Understanding Person-Centered Care Planning

Within the healthcare industry, person-centered care planning is a practice of fairly new origin. Person-centered care planning involves patients far more actively in their own course of medical care and treatment, with close cooperation with appropriate healthcare professionals. Relatives are also sometimes included in the care planning process. 

Settings Where Person-Centered Planning Is Utilized

Person-centered planning is utilizing in a range of settings. These include:

  • Inpatient hospital care
  • Outpatient medical care
  • Emergency care
  • Rehabilitation
  • Palliative care
  • Long-term care

This care planning paradigm is being used in the assisted living arena as well.

Key Principles of Person-Centered Care Planning

There are four primary principles associated with person-centered care planning. These are:

  • The health care should be based on the unique person’s needs and his or her right to health
  • The health institution should focus on the abilities of the person and encourage activity
  • The health care should be coherent
  • Health professionals should always approach patients with dignity, compassion and respect. They should work with an ethical perspective.

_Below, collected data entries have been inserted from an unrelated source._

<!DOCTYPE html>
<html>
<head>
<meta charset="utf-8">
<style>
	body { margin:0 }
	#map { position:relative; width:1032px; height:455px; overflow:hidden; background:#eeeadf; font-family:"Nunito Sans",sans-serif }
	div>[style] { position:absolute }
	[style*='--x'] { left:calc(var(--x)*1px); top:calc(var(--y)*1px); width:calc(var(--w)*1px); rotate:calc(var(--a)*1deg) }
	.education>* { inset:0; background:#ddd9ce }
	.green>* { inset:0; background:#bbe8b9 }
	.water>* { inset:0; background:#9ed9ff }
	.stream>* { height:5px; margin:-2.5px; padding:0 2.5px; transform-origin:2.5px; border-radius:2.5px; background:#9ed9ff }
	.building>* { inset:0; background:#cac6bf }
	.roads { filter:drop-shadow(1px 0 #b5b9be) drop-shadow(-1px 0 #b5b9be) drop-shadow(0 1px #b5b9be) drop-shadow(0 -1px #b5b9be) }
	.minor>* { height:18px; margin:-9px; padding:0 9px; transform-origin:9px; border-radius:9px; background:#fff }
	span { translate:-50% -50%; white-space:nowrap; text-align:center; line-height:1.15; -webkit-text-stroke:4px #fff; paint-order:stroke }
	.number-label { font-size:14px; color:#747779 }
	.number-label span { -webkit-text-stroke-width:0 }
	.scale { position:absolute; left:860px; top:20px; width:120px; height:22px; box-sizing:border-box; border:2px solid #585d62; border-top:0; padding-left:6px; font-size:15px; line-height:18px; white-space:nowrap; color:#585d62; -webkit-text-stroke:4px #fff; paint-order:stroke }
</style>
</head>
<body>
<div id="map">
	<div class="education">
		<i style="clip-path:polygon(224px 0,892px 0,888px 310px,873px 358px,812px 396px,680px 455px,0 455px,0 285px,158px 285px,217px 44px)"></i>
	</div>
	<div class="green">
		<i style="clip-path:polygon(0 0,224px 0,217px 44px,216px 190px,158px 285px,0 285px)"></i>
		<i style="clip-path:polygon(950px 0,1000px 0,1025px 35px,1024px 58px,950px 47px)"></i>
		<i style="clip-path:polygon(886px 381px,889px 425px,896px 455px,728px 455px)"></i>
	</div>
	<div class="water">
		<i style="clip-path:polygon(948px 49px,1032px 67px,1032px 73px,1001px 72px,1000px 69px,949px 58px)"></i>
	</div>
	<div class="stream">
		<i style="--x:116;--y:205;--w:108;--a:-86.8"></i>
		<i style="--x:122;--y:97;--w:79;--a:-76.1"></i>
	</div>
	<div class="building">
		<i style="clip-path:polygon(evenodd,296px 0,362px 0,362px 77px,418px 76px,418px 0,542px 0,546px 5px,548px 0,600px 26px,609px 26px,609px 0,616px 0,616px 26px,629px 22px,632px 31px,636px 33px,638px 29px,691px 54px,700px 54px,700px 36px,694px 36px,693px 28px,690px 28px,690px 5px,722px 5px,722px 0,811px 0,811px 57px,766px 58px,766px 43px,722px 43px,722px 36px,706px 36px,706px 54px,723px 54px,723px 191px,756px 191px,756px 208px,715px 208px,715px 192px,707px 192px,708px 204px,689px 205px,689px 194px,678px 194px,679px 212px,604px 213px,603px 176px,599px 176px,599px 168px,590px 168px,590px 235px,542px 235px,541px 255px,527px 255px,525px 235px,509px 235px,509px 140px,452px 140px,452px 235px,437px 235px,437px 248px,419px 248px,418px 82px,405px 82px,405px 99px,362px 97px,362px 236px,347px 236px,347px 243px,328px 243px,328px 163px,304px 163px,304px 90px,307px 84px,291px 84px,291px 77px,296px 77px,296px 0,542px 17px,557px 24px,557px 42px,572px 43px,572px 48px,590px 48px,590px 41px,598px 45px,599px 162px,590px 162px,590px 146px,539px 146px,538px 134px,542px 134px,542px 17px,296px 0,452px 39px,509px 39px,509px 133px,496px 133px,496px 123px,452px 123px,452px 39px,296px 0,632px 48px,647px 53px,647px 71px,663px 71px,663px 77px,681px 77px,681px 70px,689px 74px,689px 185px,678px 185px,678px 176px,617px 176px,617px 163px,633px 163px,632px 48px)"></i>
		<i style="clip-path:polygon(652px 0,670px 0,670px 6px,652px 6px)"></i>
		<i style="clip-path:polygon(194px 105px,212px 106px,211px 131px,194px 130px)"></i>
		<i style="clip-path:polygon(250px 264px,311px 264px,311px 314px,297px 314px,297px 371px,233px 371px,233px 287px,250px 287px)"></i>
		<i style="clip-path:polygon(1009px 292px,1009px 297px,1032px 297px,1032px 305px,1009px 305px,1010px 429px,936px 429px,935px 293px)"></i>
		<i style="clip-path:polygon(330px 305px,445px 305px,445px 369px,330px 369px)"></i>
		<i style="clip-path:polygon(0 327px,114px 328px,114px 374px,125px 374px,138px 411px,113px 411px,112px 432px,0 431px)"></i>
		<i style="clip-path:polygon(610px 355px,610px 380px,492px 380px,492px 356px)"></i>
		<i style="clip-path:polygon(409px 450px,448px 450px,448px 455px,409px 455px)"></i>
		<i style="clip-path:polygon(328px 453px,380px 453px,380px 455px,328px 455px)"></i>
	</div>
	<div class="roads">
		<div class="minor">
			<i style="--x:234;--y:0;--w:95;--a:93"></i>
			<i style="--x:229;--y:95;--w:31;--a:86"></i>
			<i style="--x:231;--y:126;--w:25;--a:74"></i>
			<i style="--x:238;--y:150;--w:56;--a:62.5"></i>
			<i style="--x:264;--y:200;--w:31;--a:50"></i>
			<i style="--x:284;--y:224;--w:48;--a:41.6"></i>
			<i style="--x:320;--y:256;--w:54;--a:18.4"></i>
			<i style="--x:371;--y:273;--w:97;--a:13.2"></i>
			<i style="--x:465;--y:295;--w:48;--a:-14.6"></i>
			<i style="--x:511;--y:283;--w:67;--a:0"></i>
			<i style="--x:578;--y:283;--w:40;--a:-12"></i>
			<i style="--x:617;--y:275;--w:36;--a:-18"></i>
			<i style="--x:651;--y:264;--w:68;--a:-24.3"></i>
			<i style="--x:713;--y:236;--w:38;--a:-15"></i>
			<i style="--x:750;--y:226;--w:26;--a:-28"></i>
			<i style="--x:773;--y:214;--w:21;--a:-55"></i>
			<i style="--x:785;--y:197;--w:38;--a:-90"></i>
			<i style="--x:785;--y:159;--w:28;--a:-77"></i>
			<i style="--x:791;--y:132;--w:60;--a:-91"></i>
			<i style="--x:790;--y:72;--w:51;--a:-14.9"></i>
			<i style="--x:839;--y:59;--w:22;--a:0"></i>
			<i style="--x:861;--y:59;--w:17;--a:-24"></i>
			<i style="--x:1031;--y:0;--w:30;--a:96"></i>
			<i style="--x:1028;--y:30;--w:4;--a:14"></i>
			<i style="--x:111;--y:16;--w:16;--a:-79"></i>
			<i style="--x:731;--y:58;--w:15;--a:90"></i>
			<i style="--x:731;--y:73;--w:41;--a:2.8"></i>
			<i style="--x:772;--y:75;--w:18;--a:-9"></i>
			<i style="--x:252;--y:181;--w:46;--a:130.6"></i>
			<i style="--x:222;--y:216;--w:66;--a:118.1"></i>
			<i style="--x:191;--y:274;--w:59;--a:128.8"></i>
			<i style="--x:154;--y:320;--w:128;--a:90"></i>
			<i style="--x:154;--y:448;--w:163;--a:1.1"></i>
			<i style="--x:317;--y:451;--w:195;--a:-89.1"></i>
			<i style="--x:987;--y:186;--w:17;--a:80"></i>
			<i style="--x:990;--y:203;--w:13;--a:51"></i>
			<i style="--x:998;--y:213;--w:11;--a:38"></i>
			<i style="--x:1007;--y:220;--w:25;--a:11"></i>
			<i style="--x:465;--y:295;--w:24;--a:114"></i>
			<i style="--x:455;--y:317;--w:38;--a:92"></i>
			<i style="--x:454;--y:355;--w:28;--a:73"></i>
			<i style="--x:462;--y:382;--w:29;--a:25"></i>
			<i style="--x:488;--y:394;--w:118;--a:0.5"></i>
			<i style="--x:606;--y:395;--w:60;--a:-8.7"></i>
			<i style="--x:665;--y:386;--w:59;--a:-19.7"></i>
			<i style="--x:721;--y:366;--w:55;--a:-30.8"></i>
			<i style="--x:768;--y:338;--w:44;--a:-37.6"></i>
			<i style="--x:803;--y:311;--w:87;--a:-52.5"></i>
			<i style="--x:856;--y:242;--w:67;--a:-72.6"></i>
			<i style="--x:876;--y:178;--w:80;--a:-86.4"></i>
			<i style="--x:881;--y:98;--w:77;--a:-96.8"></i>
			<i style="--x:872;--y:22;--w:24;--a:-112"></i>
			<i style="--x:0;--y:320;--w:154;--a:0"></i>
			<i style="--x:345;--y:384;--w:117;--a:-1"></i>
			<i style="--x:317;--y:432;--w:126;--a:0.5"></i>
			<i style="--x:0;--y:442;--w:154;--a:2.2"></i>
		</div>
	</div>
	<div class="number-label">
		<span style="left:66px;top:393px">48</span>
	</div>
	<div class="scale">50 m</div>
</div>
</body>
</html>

Goal or Person-Centered Healthcare Plan

A primary goal of a person-centered healthcare plan is to capture a patient’s narrative. This has been described by the John Hopkins University Medical Center in this way:

A common understanding of strategies, goals and evaluation of the outcomes should be established. The documentation should clearly state the responsibilities of each member of the team, including the patient’s own role and obligations. To fully live up to the person-centered care concept, patients should have full and easy access to all information and documentation about them. For reasons of security, accessibility and cost effectiveness, all documentation should be digital and include all medical records. The person’s own notes, reports of health status and the overall health plan should also be carefully documented. The collected documentation is the foundation of the health care.

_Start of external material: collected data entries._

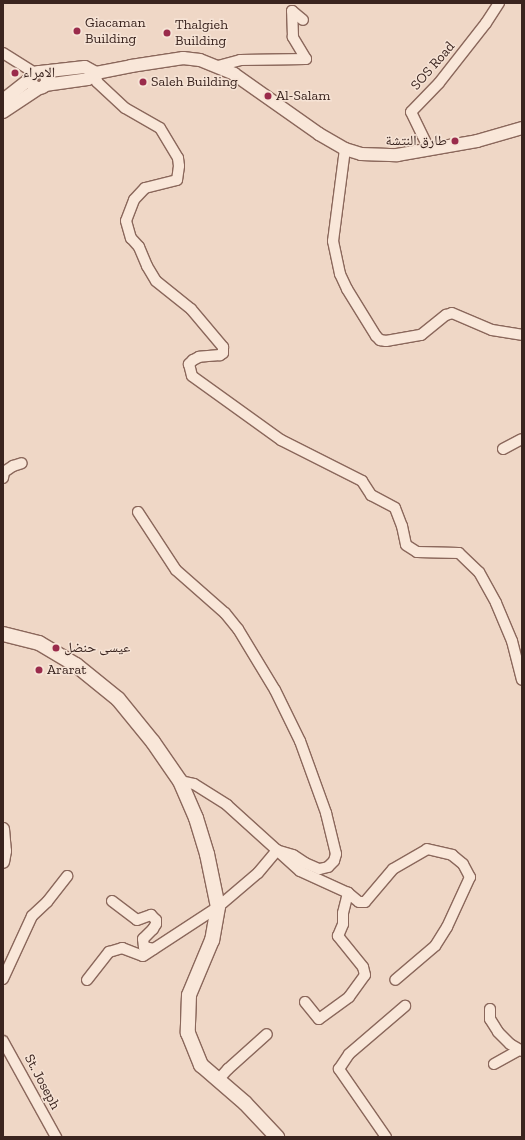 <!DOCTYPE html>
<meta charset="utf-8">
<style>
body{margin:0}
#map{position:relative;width:525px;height:1140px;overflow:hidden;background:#efd7c6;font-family:"Zilla Slab","Noto Naskh Arabic",serif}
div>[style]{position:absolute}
.roads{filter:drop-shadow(1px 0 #8a675b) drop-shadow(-1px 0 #8a675b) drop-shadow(0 1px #8a675b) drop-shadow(0 -1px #8a675b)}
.minor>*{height:10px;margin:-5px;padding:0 5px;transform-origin:5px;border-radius:5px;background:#f9e7d9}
.tertiary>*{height:12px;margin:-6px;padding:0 6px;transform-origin:6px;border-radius:6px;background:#f9e7d9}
.tertiary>.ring{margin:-6px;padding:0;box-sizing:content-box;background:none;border:12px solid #f9e7d9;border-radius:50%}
.secondary>*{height:14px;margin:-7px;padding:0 7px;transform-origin:7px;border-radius:7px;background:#f9e7d9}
.dots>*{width:11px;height:11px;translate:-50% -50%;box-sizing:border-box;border:2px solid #f6e3d5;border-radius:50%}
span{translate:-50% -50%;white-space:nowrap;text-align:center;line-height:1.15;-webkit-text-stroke:3px #f6e3d5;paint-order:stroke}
.poi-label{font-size:14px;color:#3a241f}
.left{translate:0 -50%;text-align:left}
.right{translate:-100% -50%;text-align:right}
.street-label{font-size:14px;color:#3a241f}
.frame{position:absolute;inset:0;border:4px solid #3a241f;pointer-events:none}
</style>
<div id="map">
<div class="roads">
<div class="minor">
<div style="left:3px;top:53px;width:38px;rotate:32deg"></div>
<div style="left:218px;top:66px;width:23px;rotate:-15deg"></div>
<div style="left:240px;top:60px;width:66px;rotate:-0.9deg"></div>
<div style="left:306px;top:59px;width:26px;rotate:-121deg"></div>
<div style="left:293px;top:37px;width:26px;rotate:-92deg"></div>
<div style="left:292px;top:11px;width:14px;rotate:39deg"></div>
<div style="left:96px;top:73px;width:9px;rotate:84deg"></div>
<div style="left:97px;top:82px;width:38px;rotate:43deg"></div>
<div style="left:125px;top:108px;width:40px;rotate:29.7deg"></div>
<div style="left:160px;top:128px;width:35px;rotate:59deg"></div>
<div style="left:178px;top:158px;width:8px;rotate:83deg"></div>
<div style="left:179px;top:166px;width:14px;rotate:98deg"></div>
<div style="left:177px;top:180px;width:33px;rotate:166deg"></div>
<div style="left:145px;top:188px;width:16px;rotate:133deg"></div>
<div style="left:134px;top:200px;width:22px;rotate:111deg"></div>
<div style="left:126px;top:221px;width:18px;rotate:74deg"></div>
<div style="left:131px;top:238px;width:12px;rotate:48deg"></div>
<div style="left:139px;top:247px;width:21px;rotate:67deg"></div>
<div style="left:147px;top:266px;width:17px;rotate:59deg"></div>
<div style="left:156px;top:281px;width:45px;rotate:38.7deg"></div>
<div style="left:191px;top:309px;width:50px;rotate:49.9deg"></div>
<div style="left:223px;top:347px;width:6px;rotate:90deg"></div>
<div style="left:223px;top:353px;width:4px;rotate:146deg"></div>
<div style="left:220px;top:355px;width:21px;rotate:175deg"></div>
<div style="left:199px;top:357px;width:7px;rotate:153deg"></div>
<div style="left:193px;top:360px;width:6px;rotate:135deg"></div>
<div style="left:189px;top:364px;width:12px;rotate:76deg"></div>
<div style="left:192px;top:376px;width:110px;rotate:35.7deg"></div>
<div style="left:281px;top:440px;width:91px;rotate:26.8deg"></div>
<div style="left:362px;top:481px;width:17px;rotate:57deg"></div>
<div style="left:371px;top:495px;width:27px;rotate:28deg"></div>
<div style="left:395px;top:508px;width:19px;rotate:69deg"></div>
<div style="left:402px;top:526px;width:19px;rotate:78deg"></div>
<div style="left:406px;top:545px;width:13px;rotate:32deg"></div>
<div style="left:417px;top:552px;width:42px;rotate:1.4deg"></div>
<div style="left:459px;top:553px;width:28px;rotate:44deg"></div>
<div style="left:479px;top:572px;width:35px;rotate:61deg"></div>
<div style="left:496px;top:603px;width:41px;rotate:67.2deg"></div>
<div style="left:512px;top:641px;width:40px;rotate:75.6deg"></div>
<div style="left:345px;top:149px;width:93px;rotate:97.4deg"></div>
<div style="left:333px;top:241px;width:34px;rotate:78deg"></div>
<div style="left:340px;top:274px;width:17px;rotate:65deg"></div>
<div style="left:347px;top:289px;width:55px;rotate:58.3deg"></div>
<div style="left:376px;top:336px;width:6px;rotate:45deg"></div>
<div style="left:380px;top:340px;width:6px;rotate:9deg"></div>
<div style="left:386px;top:341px;width:36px;rotate:-10deg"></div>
<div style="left:421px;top:335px;width:32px;rotate:-39deg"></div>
<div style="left:446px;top:315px;width:6px;rotate:-18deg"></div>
<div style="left:452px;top:313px;width:43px;rotate:23deg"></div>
<div style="left:492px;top:330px;width:30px;rotate:9deg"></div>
<div style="left:429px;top:149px;width:41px;rotate:-115.9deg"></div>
<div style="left:411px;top:112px;width:40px;rotate:-46deg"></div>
<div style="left:439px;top:83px;width:76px;rotate:-51.9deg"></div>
<div style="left:486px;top:23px;width:24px;rotate:-57deg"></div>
<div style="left:503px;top:449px;width:21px;rotate:-28deg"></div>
<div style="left:3px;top:478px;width:6px;rotate:-81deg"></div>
<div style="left:4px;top:472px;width:11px;rotate:-34deg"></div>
<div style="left:13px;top:466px;width:9px;rotate:-18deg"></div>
<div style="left:138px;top:512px;width:69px;rotate:56.8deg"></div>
<div style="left:176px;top:570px;width:65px;rotate:41.3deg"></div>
<div style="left:225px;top:613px;width:21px;rotate:51deg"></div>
<div style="left:238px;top:629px;width:71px;rotate:58.8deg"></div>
<div style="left:275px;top:690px;width:57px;rotate:63.9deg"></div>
<div style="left:300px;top:741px;width:77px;rotate:70.1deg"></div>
<div style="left:326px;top:813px;width:42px;rotate:76.3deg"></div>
<div style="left:336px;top:854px;width:7px;rotate:106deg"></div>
<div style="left:334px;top:861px;width:8px;rotate:135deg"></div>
<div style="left:328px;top:867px;width:9px;rotate:167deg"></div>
<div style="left:319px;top:869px;width:15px;rotate:-157deg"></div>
<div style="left:305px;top:863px;width:14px;rotate:-146deg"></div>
<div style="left:293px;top:855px;width:15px;rotate:-164deg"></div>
<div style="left:180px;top:781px;width:14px;rotate:12deg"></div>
<div style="left:194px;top:784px;width:39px;rotate:32deg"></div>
<div style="left:227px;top:805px;width:98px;rotate:42.1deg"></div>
<div style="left:300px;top:871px;width:53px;rotate:24.6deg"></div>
<div style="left:348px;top:893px;width:14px;rotate:39deg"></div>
<div style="left:359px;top:902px;width:6px"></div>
<div style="left:365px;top:902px;width:43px;rotate:-49.7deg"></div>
<div style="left:393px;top:869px;width:39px;rotate:-30deg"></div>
<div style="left:427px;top:849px;width:26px;rotate:13deg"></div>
<div style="left:452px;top:855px;width:14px;rotate:39deg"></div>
<div style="left:463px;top:864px;width:15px;rotate:62deg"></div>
<div style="left:470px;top:877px;width:55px;rotate:114.7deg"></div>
<div style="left:447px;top:927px;width:22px;rotate:122deg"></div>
<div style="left:435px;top:946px;width:52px;rotate:139.6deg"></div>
<div style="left:112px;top:901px;width:31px;rotate:37deg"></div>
<div style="left:137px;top:920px;width:15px;rotate:-20deg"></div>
<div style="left:151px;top:915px;width:7px;rotate:45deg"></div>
<div style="left:156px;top:920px;width:4px;rotate:90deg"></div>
<div style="left:156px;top:924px;width:6px;rotate:121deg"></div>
<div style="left:153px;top:929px;width:14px;rotate:135deg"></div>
<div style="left:143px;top:939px;width:8px;rotate:83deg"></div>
<div style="left:144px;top:947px;width:10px;rotate:11deg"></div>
<div style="left:3px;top:979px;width:69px;rotate:-65.3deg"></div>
<div style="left:32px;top:916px;width:21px;rotate:-43deg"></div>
<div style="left:47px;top:902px;width:33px;rotate:-52deg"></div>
<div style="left:87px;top:980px;width:36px;rotate:-52deg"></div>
<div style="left:109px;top:952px;width:14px;rotate:-17deg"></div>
<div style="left:122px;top:948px;width:22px;rotate:21deg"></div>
<div style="left:143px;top:956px;width:90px;rotate:-33.2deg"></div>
<div style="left:218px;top:907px;width:52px;rotate:-40.4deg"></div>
<div style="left:258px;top:873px;width:30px;rotate:-50deg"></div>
<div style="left:305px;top:1002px;width:22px;rotate:51deg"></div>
<div style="left:319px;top:1019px;width:37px;rotate:-36deg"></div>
<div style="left:349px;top:997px;width:27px;rotate:-54deg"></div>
<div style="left:365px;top:975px;width:8px;rotate:-104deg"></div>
<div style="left:363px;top:967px;width:40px;rotate:-129deg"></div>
<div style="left:338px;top:936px;width:13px;rotate:-67deg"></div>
<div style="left:343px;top:924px;width:11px;rotate:-90deg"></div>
<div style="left:343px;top:913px;width:21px;rotate:-76deg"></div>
<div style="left:490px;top:1009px;width:10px;rotate:90deg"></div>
<div style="left:490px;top:1019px;width:15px;rotate:58deg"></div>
<div style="left:498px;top:1032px;width:17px;rotate:45deg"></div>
<div style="left:510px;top:1044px;width:14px;rotate:30deg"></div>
<div style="left:3px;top:1041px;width:110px;rotate:61.1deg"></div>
<div style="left:494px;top:1064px;width:29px;rotate:-29deg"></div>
<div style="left:218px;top:1080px;width:15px;rotate:-48deg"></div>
<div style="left:228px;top:1069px;width:52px;rotate:-41.9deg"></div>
<div style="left:386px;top:1137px;width:83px;rotate:-124.7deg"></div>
<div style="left:339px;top:1069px;width:18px;rotate:-56deg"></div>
<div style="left:349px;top:1054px;width:74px;rotate:-40.6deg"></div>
</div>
<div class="tertiary">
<div style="left:40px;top:72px;width:45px;rotate:-6.3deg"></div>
<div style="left:85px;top:67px;width:13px;rotate:29deg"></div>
<div class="ring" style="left:31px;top:72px;width:4px;height:4px"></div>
<div style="left:45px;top:85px;width:43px;rotate:-7.9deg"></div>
<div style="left:88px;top:79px;width:10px;rotate:-37deg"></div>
<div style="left:96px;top:73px;width:36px;rotate:-11deg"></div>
<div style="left:131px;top:66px;width:53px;rotate:-8.7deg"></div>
<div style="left:183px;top:58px;width:17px;rotate:7deg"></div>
<div style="left:200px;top:60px;width:37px;rotate:22deg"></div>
<div style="left:234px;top:74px;width:104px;rotate:35.2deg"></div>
<div style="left:319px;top:134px;width:30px;rotate:30deg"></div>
<div style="left:345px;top:149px;width:17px;rotate:17deg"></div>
<div style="left:361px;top:154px;width:36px;rotate:2deg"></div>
<div style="left:397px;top:155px;width:81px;rotate:-9.9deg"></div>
<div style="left:477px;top:141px;width:47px;rotate:-16.1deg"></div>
<div style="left:3px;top:100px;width:36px;rotate:-38deg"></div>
<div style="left:3px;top:112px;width:43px;rotate:-33.7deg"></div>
<div style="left:3px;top:829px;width:22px;rotate:85deg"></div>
<div style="left:5px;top:851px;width:11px;rotate:100deg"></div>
</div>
<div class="secondary">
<div style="left:3px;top:634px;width:37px;rotate:14deg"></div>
<div style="left:39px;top:643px;width:43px;rotate:30.7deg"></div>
<div style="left:76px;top:665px;width:54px;rotate:39deg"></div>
<div style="left:118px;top:699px;width:55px;rotate:50.9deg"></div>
<div style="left:153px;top:742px;width:47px;rotate:55.3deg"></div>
<div style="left:180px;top:781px;width:40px;rotate:66.6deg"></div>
<div style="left:196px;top:818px;width:38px;rotate:73deg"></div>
<div style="left:207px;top:854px;width:54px;rotate:78.3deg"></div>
<div style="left:218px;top:907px;width:34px;rotate:100deg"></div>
<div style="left:212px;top:940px;width:60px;rotate:112.7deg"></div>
<div style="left:189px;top:995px;width:38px;rotate:92deg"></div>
<div style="left:188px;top:1033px;width:35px;rotate:68deg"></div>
<div style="left:201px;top:1065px;width:58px;rotate:40.8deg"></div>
<div style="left:245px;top:1103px;width:47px;rotate:46.7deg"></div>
</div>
</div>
<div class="dots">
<div style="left:77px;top:31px;background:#9a2b4b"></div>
<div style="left:167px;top:33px;background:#9a2b4b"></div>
<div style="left:15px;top:73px;background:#9a2b4b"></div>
<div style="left:143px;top:82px;background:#9a2b4b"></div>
<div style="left:268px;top:96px;background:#9a2b4b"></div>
<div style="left:455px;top:141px;background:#9a2b4b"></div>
<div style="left:56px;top:648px;background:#9a2b4b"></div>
<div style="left:39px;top:670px;background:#9a2b4b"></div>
</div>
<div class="poi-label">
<span class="left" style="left:85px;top:31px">Giacaman<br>Building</span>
<span class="left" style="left:175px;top:33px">Thalgieh<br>Building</span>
<span class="left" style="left:23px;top:73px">الامراء</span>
<span class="left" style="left:151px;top:82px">Saleh Building</span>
<span class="left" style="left:276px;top:96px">Al-Salam</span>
<span class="right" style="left:447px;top:141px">طارق النتشة</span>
<span class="left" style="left:64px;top:648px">عيسى حنضل</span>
<span class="left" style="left:47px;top:670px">Ararat</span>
</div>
<div class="street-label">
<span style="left:433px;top:66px;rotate:-49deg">SOS Road</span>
<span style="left:42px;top:1082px;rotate:62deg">St. Joseph</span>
</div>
<div class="frame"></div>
</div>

Person-Centered Care Planning and Healthcare Activation

Person-centered care planning sets the stage for what many are beginning to call healthcare activation. Healthcare activation is a condition or state of affairs in which a consumer or patient (or prospective resident or resident of an assisted living community) is in a better position to make his or her own decisions, to advocate for his or her self. Health activation focuses primarily on the behavior and attitude of a patient. Specifically, healthcare activation ensures that a consumer is an educated, motivated, and equipped manager of his or her own healthcare. 

Older People and Long-Term Care

Writing in Promoting Good Care of Older People in Institutions, Gemma Perez- Rojo and Javier Lopez stated:

Good care focus on empowerment, respect, humanization, and absence of infantilization. Good care implies, on the one hand, prevention of abuse or mistreatment, and on the other, patient-centered care.

In Person-Centered Practice in Nursing and Healthcare: Theory and Practice by Jackie Riddett, Brendan McCormack, and Tanya McCance, what is described as a holistic framework for person-centered care planning is laid out for consideration. The framework consists of what is described as “four constructs.” These are:

  • Prerequisites
  • Care environment
  • Person-centered processes
  • Expected outcomes

This framework can easily be fitted around the consideration of whether or not an older individual should transition to assisted living:

  1. Prerequisites focus on the needs, goals, and objectives of the person who may or may not benefit from transitioning into an assisted living facility. Detailed assessments are made, that directly involve all due considerations put forth by the older individual his or her self, that focus on how he or she may benefit as a person by residing in an assisted living environment.
  2. If a preliminary determination is made that assisted living makes sense for that individual, the focus then turns to considering different care environments. Initially, a determination is made as to what type of long-term living environment makes the most sense for that person. If assisted living is the pathway selected, attention then is turned to considering different assisted living community alternatives.
  3. The entire process is person-centered. The needs, goals, objectives, and desires of the older person are at the heart of the process.
  4. Finally, close attention is paid to the expected outcomes (contrasted with the desired outcomes) of transitioning to a specific assisted living community. A decision with guidance from what is desired and what realistically can be expected in a particular assisted living community.


In the end, person-centered care planning is highly beneficial in making the initial determination of whether or not an older person is ready to transition into something like an assisted living community. Person-centered care planning also comes into play if the point in time is reached at which it seems that an older individual may be in need of a different type of long-term care environment that provides a more extensive array of services than what is found in an assisted living setting.